GOD,IF I WATCHED IT ANY LONGER MY FACE WOULD HAVE MELTED LIKE THAT DUDE IN RAIDERS OF THE LOST ARC.
These are the last days.
I uh..I watched it. And honestly, if grandpa coming in to ask her to turn it down didnt shame her into oblivion I dont know what WE can do for her. All’s I wanna know is who was she tryin to look casual for and WHY was she staring at the ceiling like she didnt know the camera was there…did she dedicate this one to the saints?
What I want to know is why she was showing off that gut throughout the whole video. Her progressively worse dancing and “Stripping” made it worse. I only got through about a minute but then I saw her grandad came in so I had to see that LOL
I. Can’t. Just disturbing and… uh… *vomits* … sickening.
if you would only give me five…. TEN minutes. I cold doll this bitch up just right and then push her down a flight of stairs. Trust me the stairs are necessary. They will keep her from ever trying to dance again.
She’s mentally disabled, right? she’s got the fetal alcohal syndrome eyes the cromag forehead. Shaking her ass in her dad’s home office while unashamed when she’d busted.

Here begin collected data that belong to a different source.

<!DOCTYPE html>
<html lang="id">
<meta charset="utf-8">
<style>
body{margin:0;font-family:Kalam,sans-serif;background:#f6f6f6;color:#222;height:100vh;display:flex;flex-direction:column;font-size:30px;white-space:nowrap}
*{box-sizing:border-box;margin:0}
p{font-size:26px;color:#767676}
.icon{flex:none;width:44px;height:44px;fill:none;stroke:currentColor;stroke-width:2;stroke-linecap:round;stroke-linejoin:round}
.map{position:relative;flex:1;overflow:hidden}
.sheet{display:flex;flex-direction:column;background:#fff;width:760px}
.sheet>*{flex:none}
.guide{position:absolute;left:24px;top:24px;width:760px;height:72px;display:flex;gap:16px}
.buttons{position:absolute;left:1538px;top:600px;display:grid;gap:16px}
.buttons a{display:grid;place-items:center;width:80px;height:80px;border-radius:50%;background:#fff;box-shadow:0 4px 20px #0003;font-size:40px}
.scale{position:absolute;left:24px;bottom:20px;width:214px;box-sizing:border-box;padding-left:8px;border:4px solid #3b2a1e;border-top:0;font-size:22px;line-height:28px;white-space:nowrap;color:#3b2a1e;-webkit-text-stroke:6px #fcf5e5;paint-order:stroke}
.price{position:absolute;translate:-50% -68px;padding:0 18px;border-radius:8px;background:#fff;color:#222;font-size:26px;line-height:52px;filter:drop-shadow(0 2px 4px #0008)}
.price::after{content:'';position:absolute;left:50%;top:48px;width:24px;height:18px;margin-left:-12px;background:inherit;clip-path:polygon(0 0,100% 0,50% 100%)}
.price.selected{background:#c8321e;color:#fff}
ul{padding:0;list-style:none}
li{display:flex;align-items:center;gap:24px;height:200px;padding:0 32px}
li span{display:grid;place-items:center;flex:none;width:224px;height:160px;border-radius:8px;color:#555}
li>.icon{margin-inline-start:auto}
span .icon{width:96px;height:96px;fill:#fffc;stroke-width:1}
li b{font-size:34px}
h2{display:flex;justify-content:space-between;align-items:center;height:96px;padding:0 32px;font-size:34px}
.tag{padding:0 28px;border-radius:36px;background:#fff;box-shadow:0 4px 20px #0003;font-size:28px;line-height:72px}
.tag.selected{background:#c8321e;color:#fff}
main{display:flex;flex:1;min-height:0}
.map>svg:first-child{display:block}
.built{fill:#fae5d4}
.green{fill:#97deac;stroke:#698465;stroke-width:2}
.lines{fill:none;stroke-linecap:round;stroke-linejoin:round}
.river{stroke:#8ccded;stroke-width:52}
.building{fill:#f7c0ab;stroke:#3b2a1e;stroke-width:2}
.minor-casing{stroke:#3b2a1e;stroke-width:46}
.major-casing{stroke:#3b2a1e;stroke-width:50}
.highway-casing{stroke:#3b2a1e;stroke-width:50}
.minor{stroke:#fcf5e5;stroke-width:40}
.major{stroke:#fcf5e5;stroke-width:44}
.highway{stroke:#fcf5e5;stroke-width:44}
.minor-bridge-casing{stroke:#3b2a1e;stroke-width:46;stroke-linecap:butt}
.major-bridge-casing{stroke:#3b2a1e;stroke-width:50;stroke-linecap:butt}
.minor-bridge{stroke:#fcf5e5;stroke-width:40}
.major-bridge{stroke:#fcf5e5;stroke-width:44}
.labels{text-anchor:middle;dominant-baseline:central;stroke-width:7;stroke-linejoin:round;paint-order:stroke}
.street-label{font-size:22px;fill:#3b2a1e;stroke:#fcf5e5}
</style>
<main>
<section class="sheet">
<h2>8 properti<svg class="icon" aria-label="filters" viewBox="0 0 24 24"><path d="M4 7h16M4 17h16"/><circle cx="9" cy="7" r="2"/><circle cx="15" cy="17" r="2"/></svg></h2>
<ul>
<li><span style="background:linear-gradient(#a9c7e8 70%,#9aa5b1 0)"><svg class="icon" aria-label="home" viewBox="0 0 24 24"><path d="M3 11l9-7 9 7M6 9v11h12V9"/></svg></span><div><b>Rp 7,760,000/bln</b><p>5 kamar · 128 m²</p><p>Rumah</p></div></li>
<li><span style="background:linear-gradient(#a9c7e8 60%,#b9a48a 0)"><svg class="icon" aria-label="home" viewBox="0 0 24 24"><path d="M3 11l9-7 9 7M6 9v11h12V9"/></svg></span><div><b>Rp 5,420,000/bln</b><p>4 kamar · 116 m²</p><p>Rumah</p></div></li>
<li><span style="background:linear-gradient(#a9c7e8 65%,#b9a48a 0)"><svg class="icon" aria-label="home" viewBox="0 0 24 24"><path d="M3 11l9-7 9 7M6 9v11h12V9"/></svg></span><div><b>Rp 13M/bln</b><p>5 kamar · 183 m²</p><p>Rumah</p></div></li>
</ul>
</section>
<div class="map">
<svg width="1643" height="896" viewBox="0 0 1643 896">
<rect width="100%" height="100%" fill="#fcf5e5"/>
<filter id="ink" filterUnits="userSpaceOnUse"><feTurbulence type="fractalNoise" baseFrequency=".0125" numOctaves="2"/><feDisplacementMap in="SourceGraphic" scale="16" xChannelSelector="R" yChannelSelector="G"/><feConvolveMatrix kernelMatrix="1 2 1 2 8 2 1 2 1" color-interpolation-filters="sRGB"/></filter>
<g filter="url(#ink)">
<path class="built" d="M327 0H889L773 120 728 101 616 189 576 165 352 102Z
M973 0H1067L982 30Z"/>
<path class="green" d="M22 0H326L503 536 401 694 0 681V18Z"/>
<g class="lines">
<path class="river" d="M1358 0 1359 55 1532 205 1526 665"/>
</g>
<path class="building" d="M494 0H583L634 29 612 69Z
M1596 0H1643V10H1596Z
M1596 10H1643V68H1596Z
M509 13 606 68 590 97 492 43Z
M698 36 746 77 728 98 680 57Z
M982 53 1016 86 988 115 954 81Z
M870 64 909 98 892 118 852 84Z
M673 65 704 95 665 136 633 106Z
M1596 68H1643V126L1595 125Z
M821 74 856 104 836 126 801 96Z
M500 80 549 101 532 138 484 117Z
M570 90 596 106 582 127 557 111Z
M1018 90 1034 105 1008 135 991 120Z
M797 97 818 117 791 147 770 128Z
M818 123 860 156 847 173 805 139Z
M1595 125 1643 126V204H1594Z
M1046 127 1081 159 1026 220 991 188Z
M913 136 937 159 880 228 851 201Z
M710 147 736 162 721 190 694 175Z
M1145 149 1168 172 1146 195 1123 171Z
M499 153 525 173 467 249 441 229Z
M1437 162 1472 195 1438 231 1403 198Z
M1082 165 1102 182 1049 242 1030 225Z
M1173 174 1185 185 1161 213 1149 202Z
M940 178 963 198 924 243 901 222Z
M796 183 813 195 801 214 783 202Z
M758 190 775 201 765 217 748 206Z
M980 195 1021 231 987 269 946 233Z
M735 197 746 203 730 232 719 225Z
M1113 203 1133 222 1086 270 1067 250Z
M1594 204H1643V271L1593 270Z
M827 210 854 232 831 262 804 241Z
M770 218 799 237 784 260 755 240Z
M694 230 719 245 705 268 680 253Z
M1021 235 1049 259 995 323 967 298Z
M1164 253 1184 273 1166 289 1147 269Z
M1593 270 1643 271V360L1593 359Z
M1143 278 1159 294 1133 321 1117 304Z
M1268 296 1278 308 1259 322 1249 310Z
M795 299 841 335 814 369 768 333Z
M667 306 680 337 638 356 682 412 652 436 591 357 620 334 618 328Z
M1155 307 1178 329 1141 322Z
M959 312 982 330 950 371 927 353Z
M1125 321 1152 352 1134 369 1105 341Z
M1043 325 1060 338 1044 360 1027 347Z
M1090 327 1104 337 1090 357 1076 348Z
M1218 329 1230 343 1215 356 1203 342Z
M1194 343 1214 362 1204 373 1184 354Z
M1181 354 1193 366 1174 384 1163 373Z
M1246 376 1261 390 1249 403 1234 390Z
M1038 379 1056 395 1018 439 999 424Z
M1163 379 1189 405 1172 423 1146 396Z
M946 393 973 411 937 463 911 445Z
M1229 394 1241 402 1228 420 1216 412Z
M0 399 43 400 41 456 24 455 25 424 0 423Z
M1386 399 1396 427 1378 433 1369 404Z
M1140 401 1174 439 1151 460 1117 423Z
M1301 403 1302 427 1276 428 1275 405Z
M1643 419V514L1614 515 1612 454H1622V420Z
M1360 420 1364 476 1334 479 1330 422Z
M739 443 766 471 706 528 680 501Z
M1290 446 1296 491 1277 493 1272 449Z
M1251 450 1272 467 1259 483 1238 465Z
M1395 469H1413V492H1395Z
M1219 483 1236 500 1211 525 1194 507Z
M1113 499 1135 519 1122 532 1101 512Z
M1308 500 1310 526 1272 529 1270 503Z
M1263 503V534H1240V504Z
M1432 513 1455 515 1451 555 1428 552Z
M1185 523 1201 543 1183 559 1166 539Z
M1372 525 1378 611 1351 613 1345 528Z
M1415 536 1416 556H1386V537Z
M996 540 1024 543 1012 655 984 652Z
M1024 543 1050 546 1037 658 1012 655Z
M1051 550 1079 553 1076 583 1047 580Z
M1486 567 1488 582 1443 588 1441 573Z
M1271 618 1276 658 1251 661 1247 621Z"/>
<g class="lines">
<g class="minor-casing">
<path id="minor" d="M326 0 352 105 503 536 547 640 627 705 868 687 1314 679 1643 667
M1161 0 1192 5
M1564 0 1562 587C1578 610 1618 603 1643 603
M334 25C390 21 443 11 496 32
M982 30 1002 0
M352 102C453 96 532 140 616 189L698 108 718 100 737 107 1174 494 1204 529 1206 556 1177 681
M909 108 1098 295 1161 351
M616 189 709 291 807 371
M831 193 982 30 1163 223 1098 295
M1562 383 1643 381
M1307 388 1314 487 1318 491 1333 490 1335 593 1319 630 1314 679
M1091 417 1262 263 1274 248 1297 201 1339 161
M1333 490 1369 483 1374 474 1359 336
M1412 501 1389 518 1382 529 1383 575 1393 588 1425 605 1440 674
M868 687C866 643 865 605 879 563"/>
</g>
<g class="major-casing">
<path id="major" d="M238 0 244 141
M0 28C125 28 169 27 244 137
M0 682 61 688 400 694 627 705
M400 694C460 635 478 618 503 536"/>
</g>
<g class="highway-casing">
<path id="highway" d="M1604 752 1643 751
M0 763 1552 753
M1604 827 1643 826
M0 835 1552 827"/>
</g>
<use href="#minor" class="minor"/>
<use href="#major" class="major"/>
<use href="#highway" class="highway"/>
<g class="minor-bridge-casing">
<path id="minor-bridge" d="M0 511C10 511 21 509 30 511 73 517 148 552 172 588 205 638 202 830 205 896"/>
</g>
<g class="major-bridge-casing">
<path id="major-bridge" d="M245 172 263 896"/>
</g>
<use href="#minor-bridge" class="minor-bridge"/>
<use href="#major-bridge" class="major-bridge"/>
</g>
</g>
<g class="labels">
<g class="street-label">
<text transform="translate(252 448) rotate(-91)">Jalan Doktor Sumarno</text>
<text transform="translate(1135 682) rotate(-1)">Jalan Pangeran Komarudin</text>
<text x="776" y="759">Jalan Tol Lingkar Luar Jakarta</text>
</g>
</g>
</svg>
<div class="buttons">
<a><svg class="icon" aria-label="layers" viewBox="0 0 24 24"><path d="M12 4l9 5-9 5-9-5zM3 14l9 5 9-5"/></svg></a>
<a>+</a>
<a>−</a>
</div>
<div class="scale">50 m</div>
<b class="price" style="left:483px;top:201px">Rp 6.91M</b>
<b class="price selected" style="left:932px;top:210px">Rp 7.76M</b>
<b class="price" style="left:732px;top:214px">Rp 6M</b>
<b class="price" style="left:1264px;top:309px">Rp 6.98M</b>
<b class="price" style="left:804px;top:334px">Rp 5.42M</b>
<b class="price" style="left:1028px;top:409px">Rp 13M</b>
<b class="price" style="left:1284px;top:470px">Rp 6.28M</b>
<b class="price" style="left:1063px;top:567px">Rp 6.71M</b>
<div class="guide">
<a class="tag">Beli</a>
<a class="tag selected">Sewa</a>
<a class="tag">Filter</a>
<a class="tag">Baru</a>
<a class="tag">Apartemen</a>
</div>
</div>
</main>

And had the nerve to finish dancing. She’s got to be special. Them armpits were killin it.
I have a list……
1. The bad weave…Looks like someone glued black construction paper to her head and ran over it with scissors.
2. Those teeth….She looks like she had one too many chocolate bars.
3. The after-baby belly….enough said.
4. Did she just stop to take her pants off???? *gag*
5. The stopping and starting of “dancing” to rearrange her camera.
6. Apparently, her dancing in this room is not new because the room looks like it smells like boiled ass and pork rinds.
7. She dances for the old man because he was not startled at the site.
8. The sitting down on the desk to pat her weave was an obvious attempt for a break.
9. The popping her “booty” that looked like she was tryna flip those flapjacks…I’m sorry, “breasts” over.
and finally number 10.
Climbing on top of a table to demonstrate what NOT to do on a HoodTube video.
Women. Please save the children from Friday Fuckery.